[Saved data entries]
------------------------------

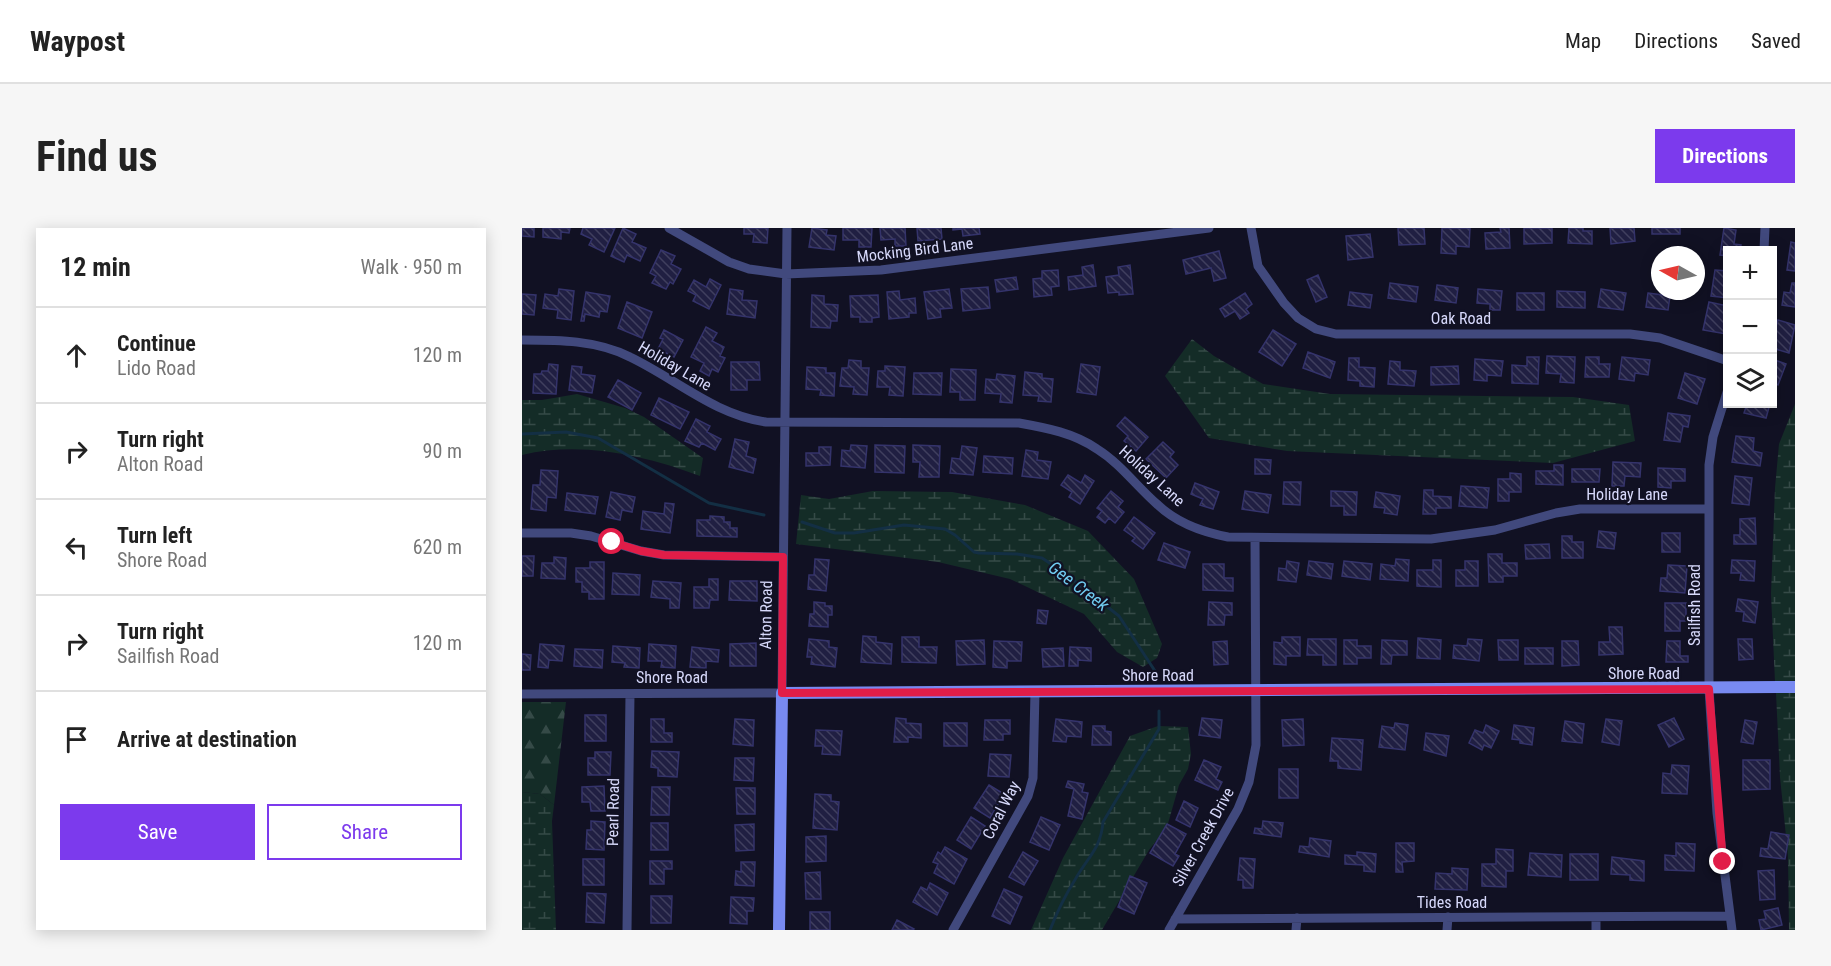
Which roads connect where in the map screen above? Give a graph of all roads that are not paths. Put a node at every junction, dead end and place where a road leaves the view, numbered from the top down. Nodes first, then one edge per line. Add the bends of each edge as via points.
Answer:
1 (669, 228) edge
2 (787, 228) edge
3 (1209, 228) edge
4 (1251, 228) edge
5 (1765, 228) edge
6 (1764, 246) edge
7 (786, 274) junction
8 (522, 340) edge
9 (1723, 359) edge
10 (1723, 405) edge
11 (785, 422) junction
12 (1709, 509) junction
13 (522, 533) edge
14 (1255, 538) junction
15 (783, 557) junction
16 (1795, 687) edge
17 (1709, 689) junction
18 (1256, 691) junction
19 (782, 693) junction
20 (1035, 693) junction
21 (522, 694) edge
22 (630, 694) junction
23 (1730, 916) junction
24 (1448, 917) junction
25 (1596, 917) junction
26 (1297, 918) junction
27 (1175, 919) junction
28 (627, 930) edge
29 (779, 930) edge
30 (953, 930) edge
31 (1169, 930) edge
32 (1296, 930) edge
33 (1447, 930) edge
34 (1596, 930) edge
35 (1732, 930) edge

------------------------------

### What is needed
When you copy the records above, keep every word exact and leave out the pictures they contain.

### Output below
Which roads connect where in the map screen above? Give a graph of all roads that are not paths. Put a node at every junction, dead end and place where a road leaves the view, numbered from the top down. Nodes first, then one edge per line. Add the bends of each edge as via points.
Answer:
1 (669, 228) edge
2 (787, 228) edge
3 (1209, 228) edge
4 (1251, 228) edge
5 (1765, 228) edge
6 (1764, 246) edge
7 (786, 274) junction
8 (522, 340) edge
9 (1723, 359) edge
10 (1723, 405) edge
11 (785, 422) junction
12 (1709, 509) junction
13 (522, 533) edge
14 (1255, 538) junction
15 (783, 557) junction
16 (1795, 687) edge
17 (1709, 689) junction
18 (1256, 691) junction
19 (782, 693) junction
20 (1035, 693) junction
21 (522, 694) edge
22 (630, 694) junction
23 (1730, 916) junction
24 (1448, 917) junction
25 (1596, 917) junction
26 (1297, 918) junction
27 (1175, 919) junction
28 (627, 930) edge
29 (779, 930) edge
30 (953, 930) edge
31 (1169, 930) edge
32 (1296, 930) edge
33 (1447, 930) edge
34 (1596, 930) edge
35 (1732, 930) edge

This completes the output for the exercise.